WRRB (96.9 FM) is an alternative rock radio station licensed to Arlington, New York and serving the Mid-Hudson Valley of New York state. The station is owned by Townsquare Media and broadcasts at 310 watts ERP from the Illinois Mountain master tower in Marlborough, New York

Programming
WRRB's programming is simulcast with that of 92.7 WRRV Middletown, New York which serves the lower Hudson Valley, Catskills, Sussex County, New Jersey and Pike County, Pennsylvania. Though on paper WRRV is seen as the primary station, in reality WRRB is the more dominant of the two based on cume and sales (and the fact that, since 2000, the station has been run out of the longtime studios of sister WPDH on Pendell Road in Poughkeepsie). Information on the specifics of WRRV's format can be seen in the article on WRRV.

History
The 96.9 frequency came on the air in Fall 1989 as Bridge Broadcasting-owned WEXT ("Next FM") running a "new adult contemporary" format (a combination of smooth jazz and new-age music).

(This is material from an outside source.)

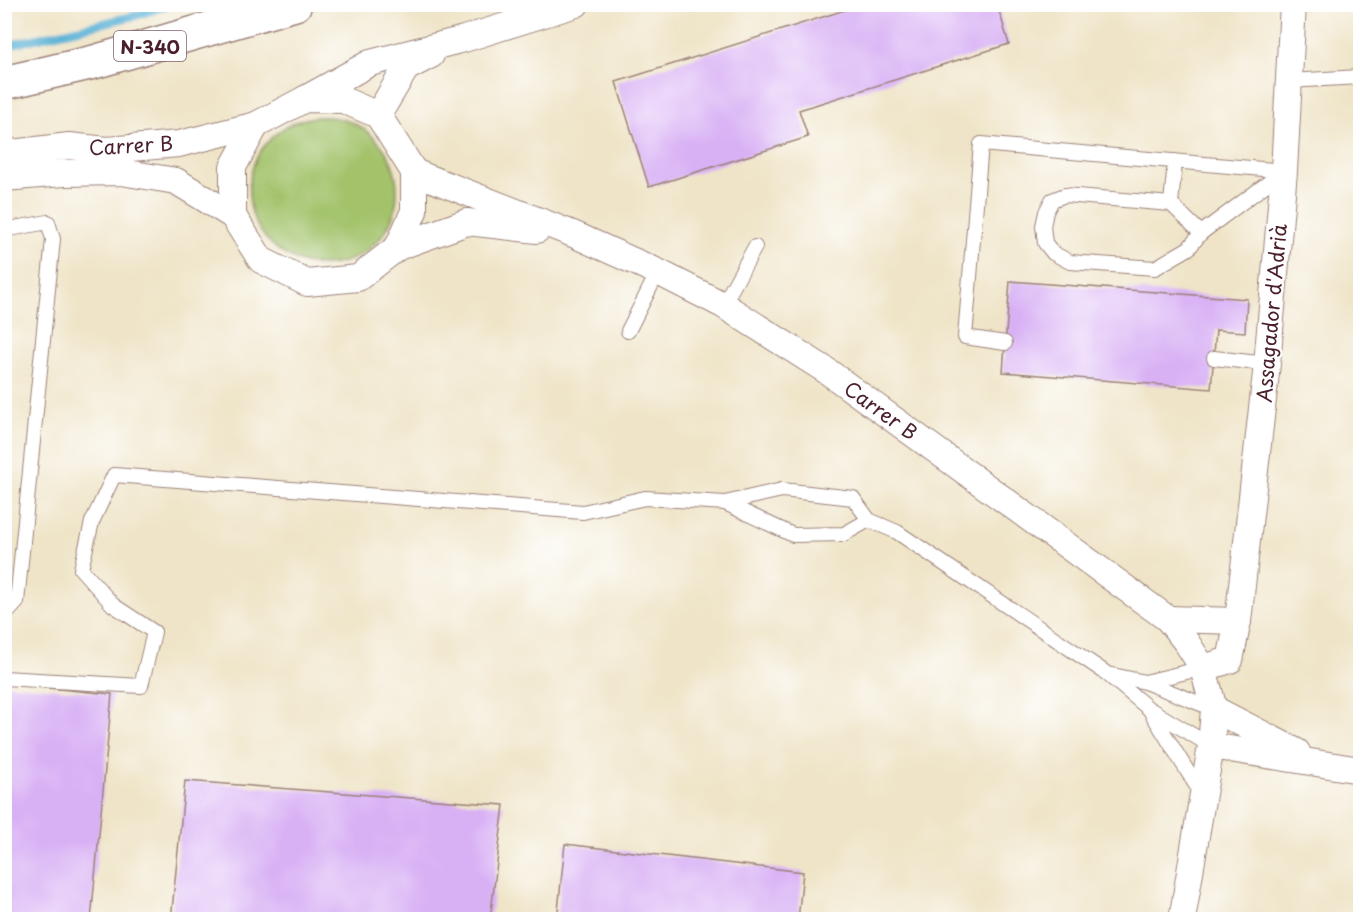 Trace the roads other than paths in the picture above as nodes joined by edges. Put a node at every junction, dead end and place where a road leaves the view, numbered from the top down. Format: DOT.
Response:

Aside from its licence, WEXT had another first in being the first station operated by a local marketing agreement as WKIP/WRNQ owner Richard Novik later controlled WEXT.

WEXT's format was a bit ahead of its time and though it had a strong start and admiration of music critics and musicophiles, however this critical success did not translate into ratings as "Next FM" was the market's lowest rated FM signal in its only Arbitron ratings book in 1990. Even with the station's poor ratings, it was somehow seen as a threat to the ratings of the more mainstream and successful WRNQ.

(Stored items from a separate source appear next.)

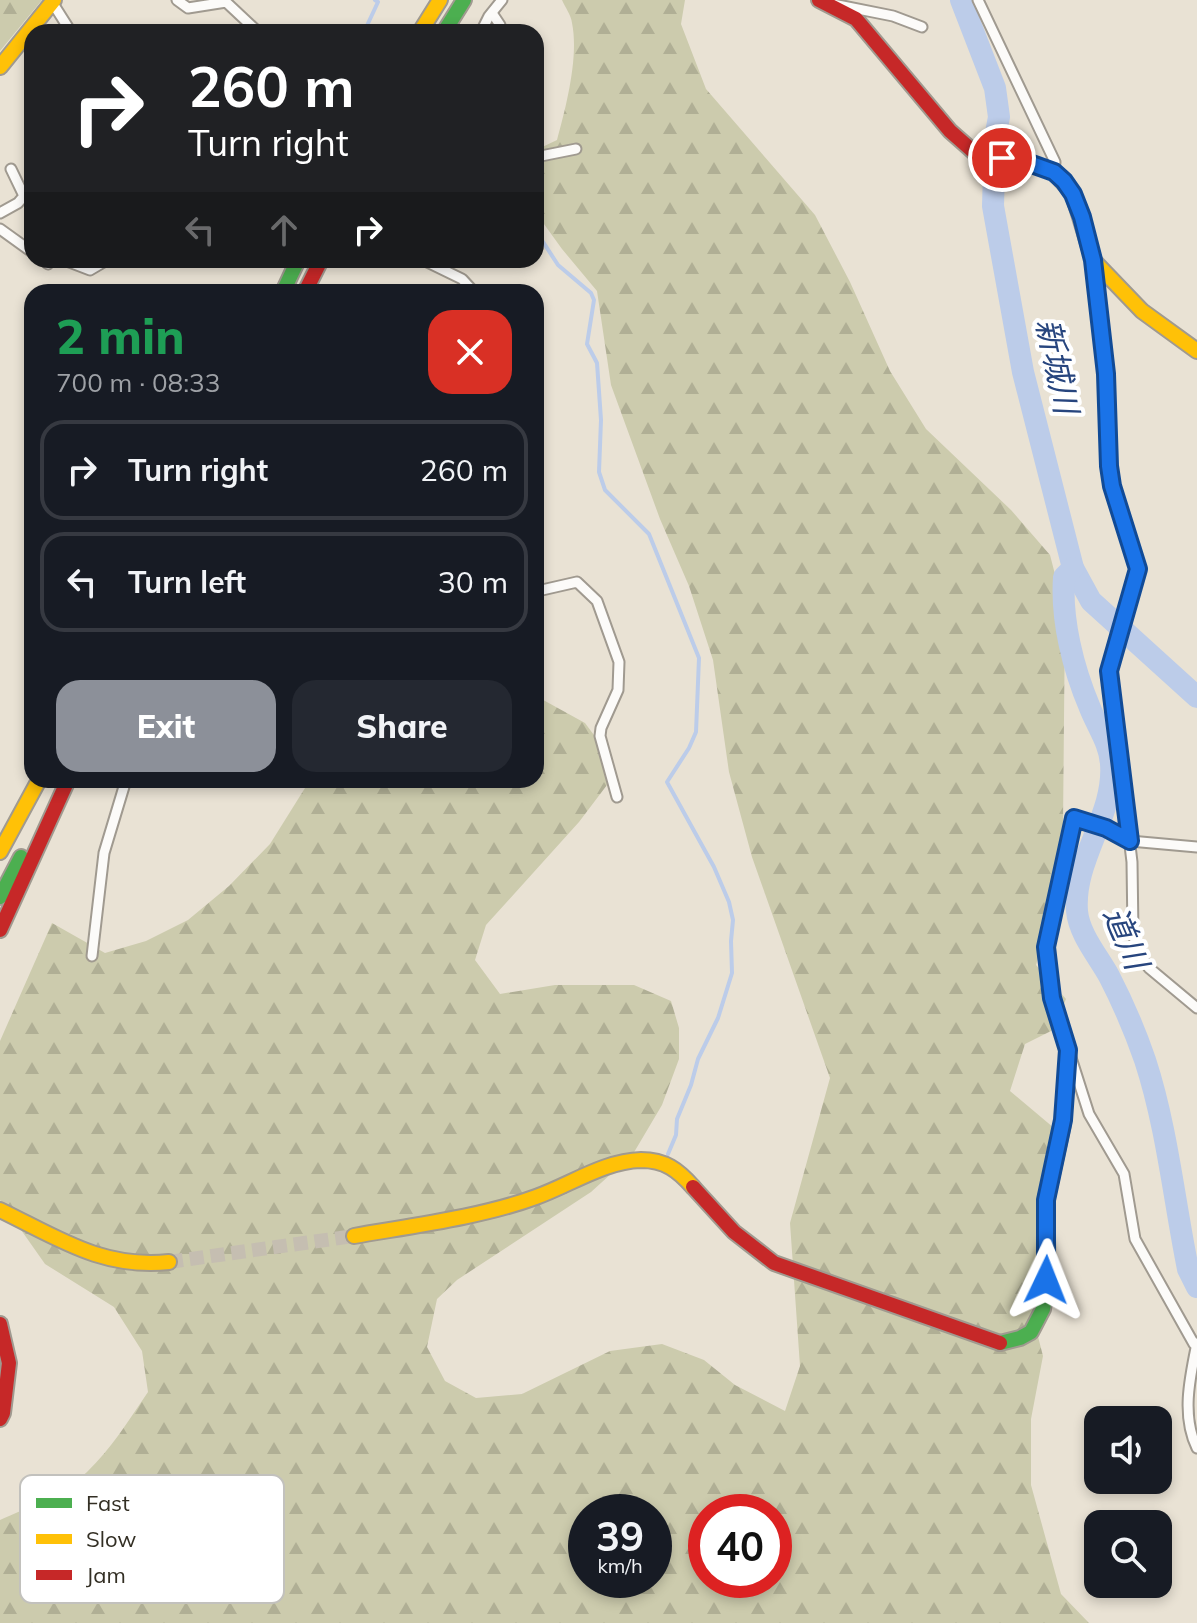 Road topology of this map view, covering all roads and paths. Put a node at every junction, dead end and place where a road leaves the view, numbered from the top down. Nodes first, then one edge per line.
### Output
1 (177, 0) edge
2 (440, 0) edge
3 (464, 0) edge
4 (502, 0) edge
5 (978, 0) edge
6 (53, 1) edge
7 (827, 1) edge
8 (492, 13) junction
9 (35, 24) edge
10 (66, 24) edge
11 (249, 24) edge
12 (425, 24) edge
13 (449, 24) edge
14 (486, 24) edge
15 (499, 24) edge
16 (922, 27) dead end
17 (24, 37) edge
18 (0, 67) edge
19 (576, 149) dead end
20 (544, 155) edge
21 (11, 169) dead end
22 (1054, 172) junction
23 (1, 210) edge
24 (0, 229) edge
25 (24, 246) edge
26 (1093, 260) junction
27 (439, 268) edge
28 (467, 284) edge
29 (1197, 351) edge
30 (544, 590) edge
31 (35, 788) edge
32 (58, 788) edge
33 (64, 788) edge
34 (124, 788) edge
35 (617, 797) dead end
36 (1130, 841) junction
37 (1197, 847) edge
38 (0, 852) edge
39 (0, 897) edge
40 (0, 930) edge
41 (92, 956) dead end
42 (1197, 1008) edge
43 (1068, 1050) junction
44 (0, 1210) edge
45 (354, 1236) tunnel mouth
46 (169, 1262) tunnel mouth
47 (0, 1324) edge
48 (0, 1419) edge
49 (1197, 1448) edge

1 - 11 street
2 - 12 main road
3 - 13 main road
4 - 8 street
5 - 22 street
6 - 9 main road
6 - 10 street
7 - 16 street
7 - 22 main road
8 - 14 street
8 - 15 street
17 - 18 main road
19 - 20 street
21 - 23 street
22 - 26 main road
24 - 25 street
26 - 29 main road
26 - 36 street
27 - 28 street
30 - 35 street
31 - 38 main road
32 - 39 main road
33 - 40 main road
34 - 41 street
36 - 37 street
36 - 42 street
36 - 43 street
43 - 45 main road
43 - 49 street
44 - 46 main road
47 - 48 main road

To boost WRNQ, Novik flipped WEXT's format to a simulcast of the talk radio format of WKIP in February 1991 as WKIP-FM. Though the two stations split off at points, the simulcast of WKIP came with nearly no measurable ratings on 96.9 and at a financial loss on Novik's end. In August 1993, Novik terminated the LMA with Bridge who on September 1 of that year began an LMA with Woodstock-based WDST, bringing that station's storied Adult Album Alternative format to points south under the calls WDSP.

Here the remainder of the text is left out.